PROMPT – Which of the lines below mention the word "Kehribar"? Pull each one out.

(Stored items)
━━━━
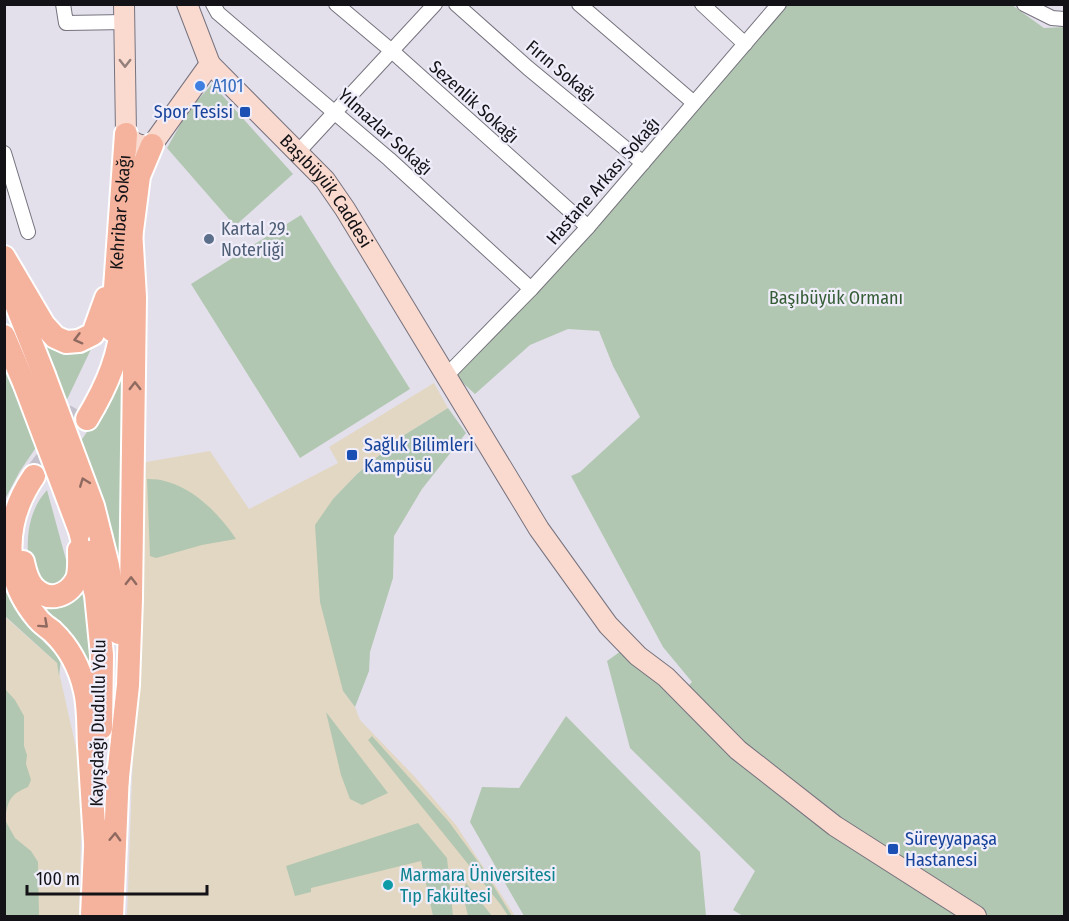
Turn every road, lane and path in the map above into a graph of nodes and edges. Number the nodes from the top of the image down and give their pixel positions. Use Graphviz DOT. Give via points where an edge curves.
graph roads {
  1 [pos="63,4"];
  2 [pos="187,4"];
  3 [pos="213,4"];
  4 [pos="336,4"];
  5 [pos="435,4"];
  6 [pos="456,4"];
  7 [pos="579,4"];
  8 [pos="702,4"];
  9 [pos="779,4"];
  10 [pos="1024,4"];
  11 [pos="124,13"];
  12 [pos="1065,19"];
  13 [pos="745,44"];
  14 [pos="393,52"];
  15 [pos="210,64"];
  16 [pos="694,103"];
  17 [pos="336,111"];
  18 [pos="126,134"];
  19 [pos="152,145"];
  20 [pos="298,152"];
  21 [pos="4,153"];
  22 [pos="643,163"];
  23 [pos="588,227"];
  24 [pos="125,231"];
  25 [pos="28,232"];
  26 [pos="4,257"];
  27 [pos="4,274"];
  28 [pos="531,290"];
  29 [pos="4,336"];
  30 [pos="34,380"];
  31 [pos="450,382"];
  32 [pos="84,415"];
  33 [pos="91,534"];
  34 [pos="117,786"];
  35 [pos="95,842"];
  36 [pos="92,916"];
  37 [pos="112,916"];
  38 [pos="976,916"];
  1 -- 11 [label="street" via="66,23"];
  2 -- 15 [label="main road, Başıbüyük Caddesi"];
  3 -- 17 [label="street, Yılmazlar Sokağı" via="218,13"];
  4 -- 14 [label="street, Sezenlik Sokağı"];
  5 -- 14 [label="street"];
  6 -- 22 [label="street, Fırın Sokağı"];
  7 -- 16 [label="street"];
  8 -- 13 [label="street"];
  9 -- 13 [label="street, Hastane Arkası Sokağı"];
  10 -- 12 [label="street" via="1052,18"];
  11 -- 18 [label="main road, Kehribar Sokağı, one-way"];
  13 -- 16 [label="street, Hastane Arkası Sokağı"];
  14 -- 17 [label="street"];
  14 -- 23 [label="street, Sezenlik Sokağı"];
  15 -- 19 [label="main road"];
  15 -- 20 [label="main road, Başıbüyük Caddesi"];
  16 -- 22 [label="street, Hastane Arkası Sokağı"];
  17 -- 20 [label="street"];
  17 -- 28 [label="street, Yılmazlar Sokağı"];
  18 -- 19 [label="main road" via="138,145"];
  18 -- 24 [label="main road, Kehribar Sokağı"];
  19 -- 24 [label="main road" via="139,176"];
  20 -- 31 [label="main road, Başıbüyük Caddesi" via="325,180 345,209"];
  21 -- 25 [label="street"];
  22 -- 23 [label="street, Hastane Arkası Sokağı"];
  23 -- 28 [label="street, Hastane Arkası Sokağı"];
  24 -- 26 [label="main road, one-way" via="93,334 79,341 66,342 55,337 44,325"];
  24 -- 32 [label="main road" via="122,328 117,359 103,393"];
  34 -- 24 [label="main road, one-way" via="128,685 131,587 135,297"];
  27 -- 30 [label="main road"];
  28 -- 31 [label="street, Hastane Arkası Sokağı"];
  29 -- 30 [label="main road"];
  30 -- 33 [label="main road, bridge"];
  31 -- 38 [label="main road, Başıbüyük Caddesi" via="539,529 608,626 666,677 738,750 835,826"];
  33 -- 34 [label="main road, Kayışdağı Dudullu Yolu" via="108,566 119,628"];
  33 -- 35 [label="main road, Kayışdağı Dudullu Yolu" via="102,655"];
  33 -- 35 [label="main road, one-way" via="78,577 67,593 58,597 34,588 27,578 21,553 27,513 38,479 23,492 14,515 11,554 20,594 72,655 85,691"];
  37 -- 34 [label="main road, Kayışdağı Dudullu Yolu, one-way"];
  35 -- 36 [label="main road, Kayışdağı Dudullu Yolu"];
}
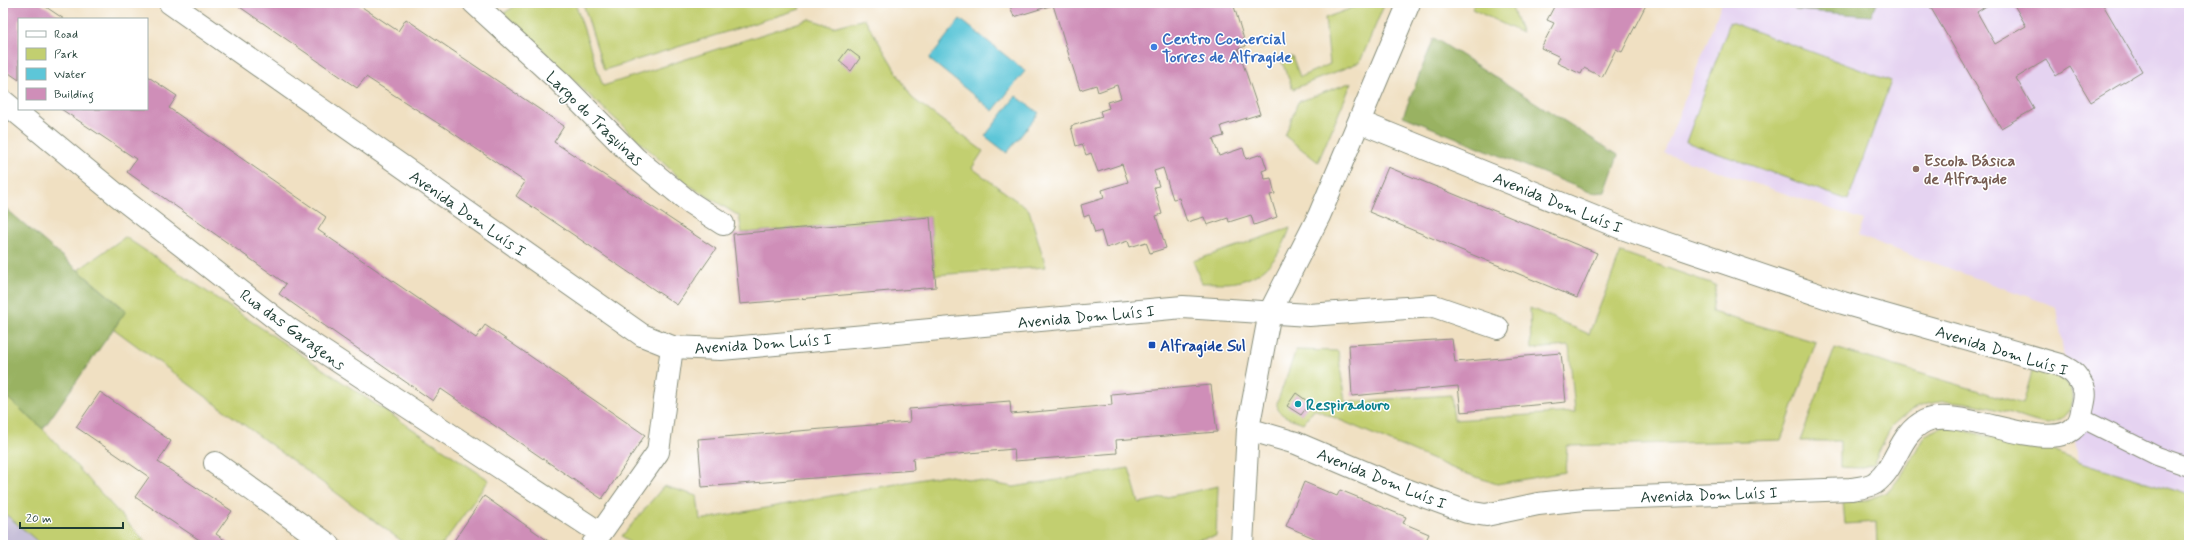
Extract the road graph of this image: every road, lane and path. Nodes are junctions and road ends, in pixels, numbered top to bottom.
1 (170, 3) edge
2 (474, 3) edge
3 (1410, 3) edge
4 (3, 101) edge
5 (1360, 122) junction
6 (724, 224) dead end
7 (1270, 312) junction
8 (1498, 328) dead end
9 (672, 347) junction
10 (2081, 418) junction
11 (1248, 429) junction
12 (215, 463) dead end
13 (2189, 467) edge
14 (596, 539) edge
15 (329, 545) edge
16 (1242, 545) edge

1 - 9 street, Avenida Dom Luís I
2 - 6 street, Largo do Traquinas
3 - 5 street
4 - 14 street, Rua das Garagens
5 - 7 street
5 - 10 street, Avenida Dom Luís I
7 - 8 street, Avenida Dom Luís I
7 - 9 street, Avenida Dom Luís I
7 - 11 street
9 - 14 street
10 - 11 street, Avenida Dom Luís I
10 - 13 lane
11 - 16 street
12 - 15 street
━━━━
OUTPUT FOR THIS EXERCISE –
  11 -- 18 [label="main road, Kehribar Sokağı, one-way"];
  18 -- 24 [label="main road, Kehribar Sokağı"];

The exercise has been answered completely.